(Saved entries)
────
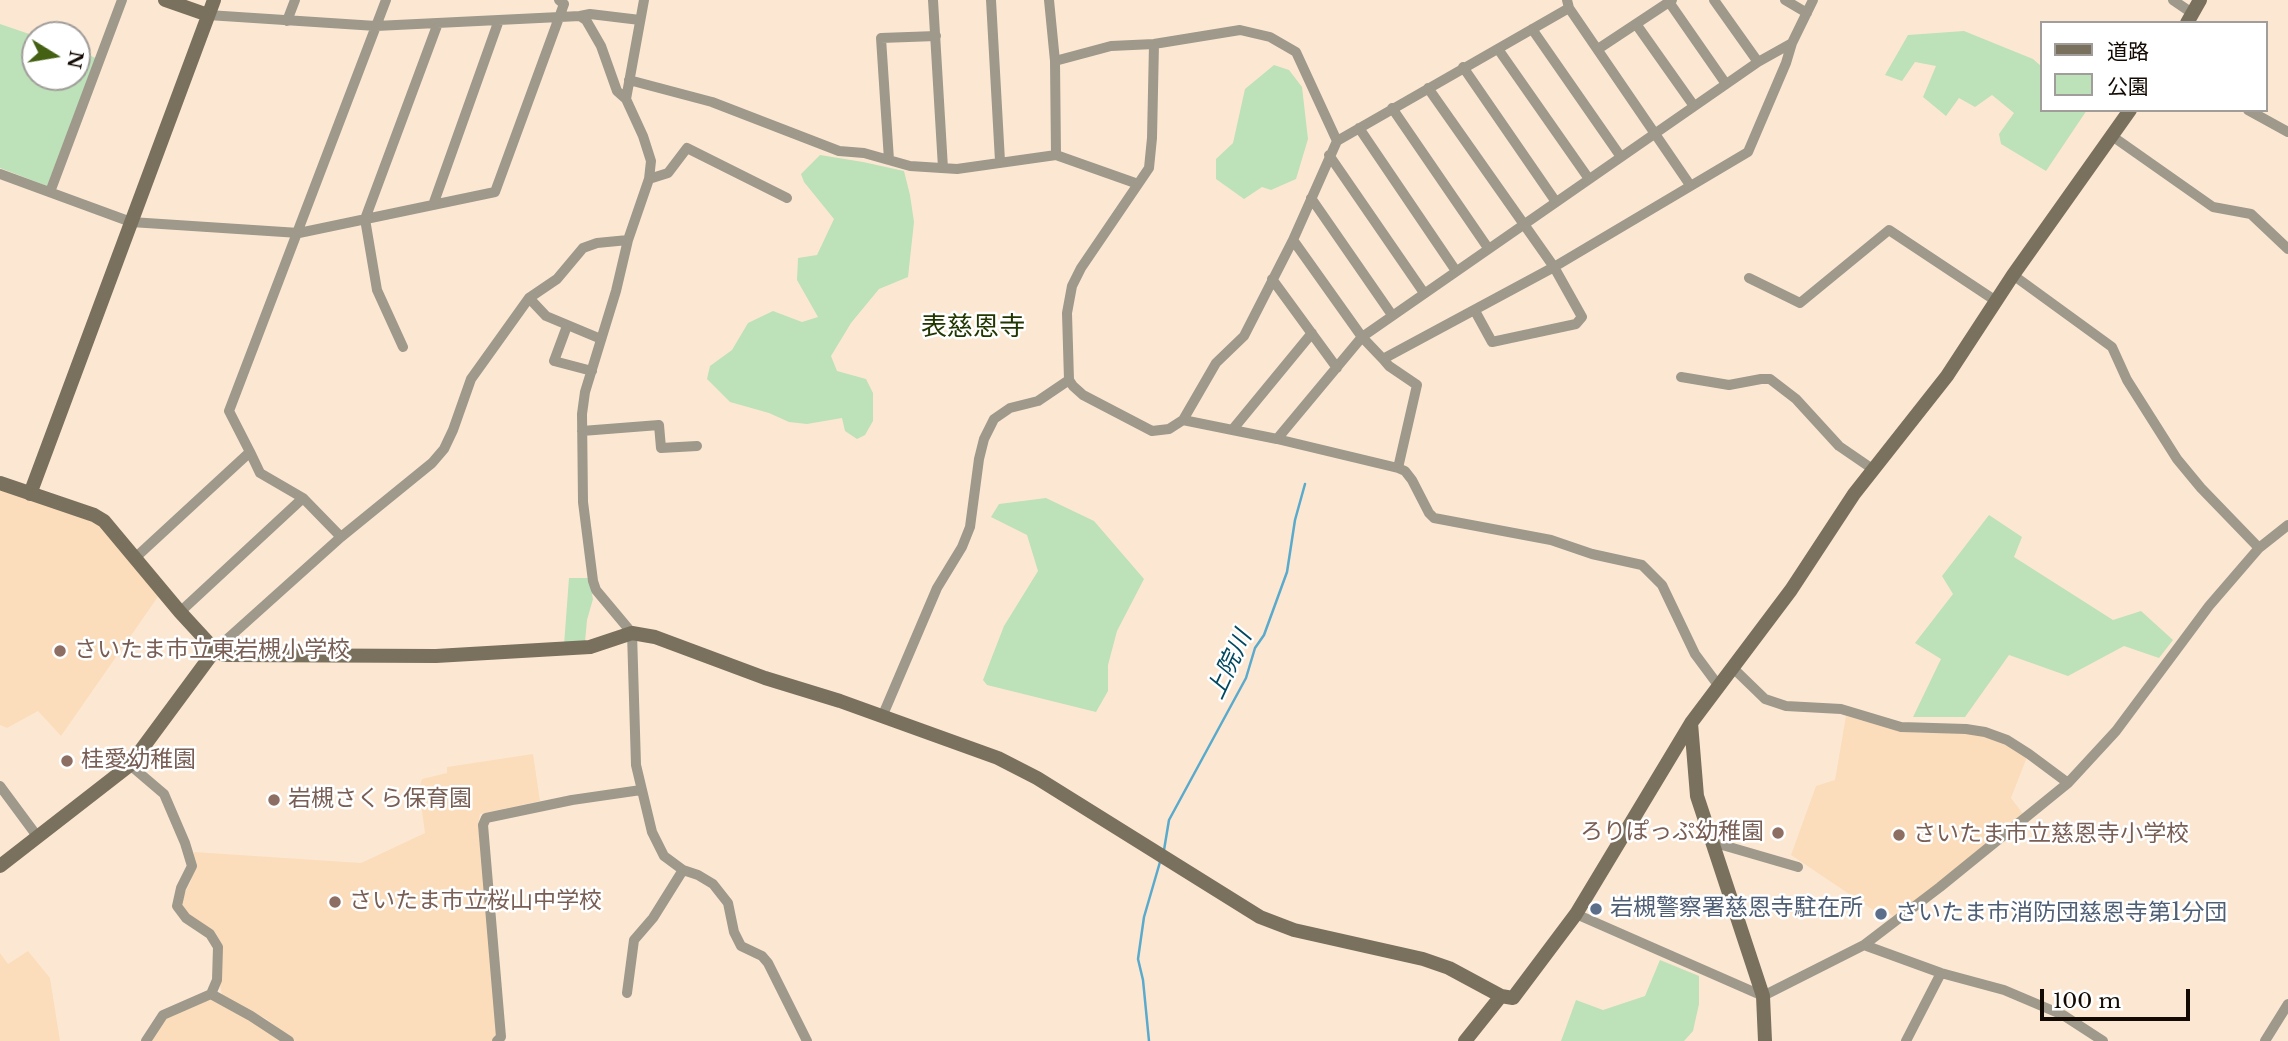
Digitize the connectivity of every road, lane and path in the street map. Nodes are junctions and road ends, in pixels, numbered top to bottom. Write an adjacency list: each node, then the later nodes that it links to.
1 (122, 0): 62 (street)
2 (166, 0): 19 (street)
3 (214, 0): 19 (street)
4 (295, 0): 25 (street)
5 (386, 0): 28 (street)
6 (559, 0): 20 (street)
7 (644, 0): 24 (street)
8 (933, 0): 30 (street)
9 (991, 0): 55 (street)
10 (1048, 0): 35 (street)
11 (1714, 0): 36 (street)
12 (1785, 0): 18 (street)
13 (1813, 0): 18 (street)
14 (2173, 0): 22 (street)
15 (2200, 0): 22 (street)
16 (1670, 1): 27 (street); 39 (street)
17 (1568, 4): 29 (street); 34 (street)
18 (1807, 13): 32 (street)
19 (208, 15): 25 (street); 68 (street)
20 (560, 16): 21 (street); 23 (street); 66 (street)
21 (580, 16): 24 (street); 41 (street)
22 (2190, 18)
23 (499, 20): 26 (street); 66 (street)
24 (640, 20): 38 (street)
25 (288, 21): 28 (street)
26 (438, 23): 28 (street); 67 (street)
27 (1636, 24): 34 (street); 42 (street)
28 (376, 26): 70 (street)
29 (1532, 29): 33 (street); 53 (street)
30 (936, 36): 54 (street); 56 (street)
31 (1154, 44): 35 (street); 50 (street); 60 (street)
32 (1792, 44): 36 (street); 61 (street)
33 (1497, 49): 37 (street); 58 (street)
34 (1598, 49): 48 (street)
35 (1055, 61): 51 (street)
36 (1758, 62): 39 (street)
37 (1463, 67): 40 (street); 65 (street)
38 (629, 80): 41 (street); 54 (street)
39 (1726, 84): 42 (street)
40 (1428, 88): 43 (street); 69 (street)
41 (626, 99): 59 (street)
42 (1694, 106): 48 (street)
43 (1392, 108): 46 (street); 73 (street)
44 (2129, 112): 49 (street)
45 (2252, 112): 47 (street)
46 (1359, 128): 50 (street); 76 (street)
47 (2288, 132)
48 (1655, 133): 53 (street); 61 (street)
49 (2112, 136): 74 (street); 77 (street)
50 (1337, 141): 52 (street)
51 (1056, 155): 55 (street); 60 (street)
52 (1329, 155): 64 (street); 80 (street)
53 (1621, 157): 58 (street)
54 (889, 160): 56 (street)
55 (1000, 162): 56 (street)
56 (943, 168)
57 (0, 174): 62 (street)
58 (1589, 178): 65 (street)
59 (649, 179): 63 (street); 71 (street)
60 (1138, 184): 94 (street)
61 (1690, 185): 75 (street)
62 (50, 192): 68 (street)
63 (787, 198)
64 (1311, 198): 72 (street); 84 (street)
65 (1556, 202): 69 (street)
66 (433, 205): 67 (street)
67 (365, 219): 70 (street); 89 (street)
68 (131, 222): 70 (street); 104 (street)
69 (1522, 225): 73 (street); 75 (street)
70 (299, 233): 100 (street)
71 (628, 240): 81 (street); 88 (street)
72 (1293, 240): 79 (street); 87 (street)
73 (1488, 248): 76 (street)
74 (2288, 249)
75 (1554, 267): 83 (street); 83 (street)
76 (1456, 271): 80 (street)
77 (2013, 275): 82 (street); 108 (street)
78 (1749, 278): 82 (street)
79 (1272, 279): 86 (street); 95 (street)
80 (1424, 293): 84 (street)
81 (529, 298): 85 (street); 107 (street)
82 (1996, 301): 102 (street)
83 (1475, 311): 90 (street)
84 (1392, 315): 87 (street)
85 (567, 326): 88 (street); 92 (street)
86 (1312, 333): 91 (street); 96 (street)
87 (1362, 337): 90 (street); 91 (street)
88 (601, 339): 92 (street)
89 (403, 347)
90 (1384, 359): 101 (street)
91 (1337, 368): 98 (street)
92 (592, 371): 97 (street)
93 (1681, 376): 102 (street)
94 (1069, 380): 95 (street); 115 (street)
95 (1183, 420): 96 (street)
96 (1233, 429): 98 (street)
97 (582, 431): 99 (street); 111 (street)
98 (1277, 439): 101 (street)
99 (697, 446)
100 (250, 452): 105 (street); 109 (street)
101 (1398, 468): 114 (street)
102 (1874, 470): 113 (street)
103 (0, 483): 104 (street)
104 (30, 494): 109 (street)
105 (303, 498): 107 (street); 110 (street)
106 (2286, 530): 108 (street)
107 (341, 537): 112 (street)
108 (2259, 548): 118 (street)
109 (135, 558): 110 (street)
110 (180, 612): 112 (street)
111 (632, 633): 112 (street); 115 (street); 120 (street)
112 (215, 650): 117 (street)
113 (1732, 667): 114 (street); 118 (street)
114 (1718, 685): 116 (street)
115 (882, 717): 131 (street)
116 (1691, 723): 122 (street); 126 (street)
117 (130, 765): 121 (street); 130 (street)
118 (2068, 783): 127 (street)
119 (0, 786): 121 (street)
120 (641, 790): 125 (street); 136 (street)
121 (37, 836): 123 (street)
122 (1712, 842): 124 (street); 132 (street)
123 (0, 866)
124 (1797, 867)
125 (683, 870): 129 (street); 137 (street)
126 (1576, 914): 131 (street); 132 (street)
127 (1864, 945): 128 (street); 132 (street)
128 (1941, 973): 140 (street); 141 (street)
129 (627, 993)
130 (211, 994): 134 (street); 135 (street)
131 (1501, 996): 138 (street)
132 (1763, 996): 139 (street)
133 (2288, 1004): 142 (street)
134 (146, 1041)
135 (289, 1041)
136 (497, 1041)
137 (807, 1041)
138 (1465, 1041)
139 (1765, 1041)
140 (1906, 1041)
141 (2103, 1041)
142 (2264, 1041)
────
» **Task instructions**:
All of the records above should be written out exactly, with the pictures left out.

» **Answer for this exercise**:
Digitize the connectivity of every road, lane and path in the street map. Nodes are junctions and road ends, in pixels, numbered top to bottom. Write an adjacency list: each node, then the later nodes that it links to.
1 (122, 0): 62 (street)
2 (166, 0): 19 (street)
3 (214, 0): 19 (street)
4 (295, 0): 25 (street)
5 (386, 0): 28 (street)
6 (559, 0): 20 (street)
7 (644, 0): 24 (street)
8 (933, 0): 30 (street)
9 (991, 0): 55 (street)
10 (1048, 0): 35 (street)
11 (1714, 0): 36 (street)
12 (1785, 0): 18 (street)
13 (1813, 0): 18 (street)
14 (2173, 0): 22 (street)
15 (2200, 0): 22 (street)
16 (1670, 1): 27 (street); 39 (street)
17 (1568, 4): 29 (street); 34 (street)
18 (1807, 13): 32 (street)
19 (208, 15): 25 (street); 68 (street)
20 (560, 16): 21 (street); 23 (street); 66 (street)
21 (580, 16): 24 (street); 41 (street)
22 (2190, 18)
23 (499, 20): 26 (street); 66 (street)
24 (640, 20): 38 (street)
25 (288, 21): 28 (street)
26 (438, 23): 28 (street); 67 (street)
27 (1636, 24): 34 (street); 42 (street)
28 (376, 26): 70 (street)
29 (1532, 29): 33 (street); 53 (street)
30 (936, 36): 54 (street); 56 (street)
31 (1154, 44): 35 (street); 50 (street); 60 (street)
32 (1792, 44): 36 (street); 61 (street)
33 (1497, 49): 37 (street); 58 (street)
34 (1598, 49): 48 (street)
35 (1055, 61): 51 (street)
36 (1758, 62): 39 (street)
37 (1463, 67): 40 (street); 65 (street)
38 (629, 80): 41 (street); 54 (street)
39 (1726, 84): 42 (street)
40 (1428, 88): 43 (street); 69 (street)
41 (626, 99): 59 (street)
42 (1694, 106): 48 (street)
43 (1392, 108): 46 (street); 73 (street)
44 (2129, 112): 49 (street)
45 (2252, 112): 47 (street)
46 (1359, 128): 50 (street); 76 (street)
47 (2288, 132)
48 (1655, 133): 53 (street); 61 (street)
49 (2112, 136): 74 (street); 77 (street)
50 (1337, 141): 52 (street)
51 (1056, 155): 55 (street); 60 (street)
52 (1329, 155): 64 (street); 80 (street)
53 (1621, 157): 58 (street)
54 (889, 160): 56 (street)
55 (1000, 162): 56 (street)
56 (943, 168)
57 (0, 174): 62 (street)
58 (1589, 178): 65 (street)
59 (649, 179): 63 (street); 71 (street)
60 (1138, 184): 94 (street)
61 (1690, 185): 75 (street)
62 (50, 192): 68 (street)
63 (787, 198)
64 (1311, 198): 72 (street); 84 (street)
65 (1556, 202): 69 (street)
66 (433, 205): 67 (street)
67 (365, 219): 70 (street); 89 (street)
68 (131, 222): 70 (street); 104 (street)
69 (1522, 225): 73 (street); 75 (street)
70 (299, 233): 100 (street)
71 (628, 240): 81 (street); 88 (street)
72 (1293, 240): 79 (street); 87 (street)
73 (1488, 248): 76 (street)
74 (2288, 249)
75 (1554, 267): 83 (street); 83 (street)
76 (1456, 271): 80 (street)
77 (2013, 275): 82 (street); 108 (street)
78 (1749, 278): 82 (street)
79 (1272, 279): 86 (street); 95 (street)
80 (1424, 293): 84 (street)
81 (529, 298): 85 (street); 107 (street)
82 (1996, 301): 102 (street)
83 (1475, 311): 90 (street)
84 (1392, 315): 87 (street)
85 (567, 326): 88 (street); 92 (street)
86 (1312, 333): 91 (street); 96 (street)
87 (1362, 337): 90 (street); 91 (street)
88 (601, 339): 92 (street)
89 (403, 347)
90 (1384, 359): 101 (street)
91 (1337, 368): 98 (street)
92 (592, 371): 97 (street)
93 (1681, 376): 102 (street)
94 (1069, 380): 95 (street); 115 (street)
95 (1183, 420): 96 (street)
96 (1233, 429): 98 (street)
97 (582, 431): 99 (street); 111 (street)
98 (1277, 439): 101 (street)
99 (697, 446)
100 (250, 452): 105 (street); 109 (street)
101 (1398, 468): 114 (street)
102 (1874, 470): 113 (street)
103 (0, 483): 104 (street)
104 (30, 494): 109 (street)
105 (303, 498): 107 (street); 110 (street)
106 (2286, 530): 108 (street)
107 (341, 537): 112 (street)
108 (2259, 548): 118 (street)
109 (135, 558): 110 (street)
110 (180, 612): 112 (street)
111 (632, 633): 112 (street); 115 (street); 120 (street)
112 (215, 650): 117 (street)
113 (1732, 667): 114 (street); 118 (street)
114 (1718, 685): 116 (street)
115 (882, 717): 131 (street)
116 (1691, 723): 122 (street); 126 (street)
117 (130, 765): 121 (street); 130 (street)
118 (2068, 783): 127 (street)
119 (0, 786): 121 (street)
120 (641, 790): 125 (street); 136 (street)
121 (37, 836): 123 (street)
122 (1712, 842): 124 (street); 132 (street)
123 (0, 866)
124 (1797, 867)
125 (683, 870): 129 (street); 137 (street)
126 (1576, 914): 131 (street); 132 (street)
127 (1864, 945): 128 (street); 132 (street)
128 (1941, 973): 140 (street); 141 (street)
129 (627, 993)
130 (211, 994): 134 (street); 135 (street)
131 (1501, 996): 138 (street)
132 (1763, 996): 139 (street)
133 (2288, 1004): 142 (street)
134 (146, 1041)
135 (289, 1041)
136 (497, 1041)
137 (807, 1041)
138 (1465, 1041)
139 (1765, 1041)
140 (1906, 1041)
141 (2103, 1041)
142 (2264, 1041)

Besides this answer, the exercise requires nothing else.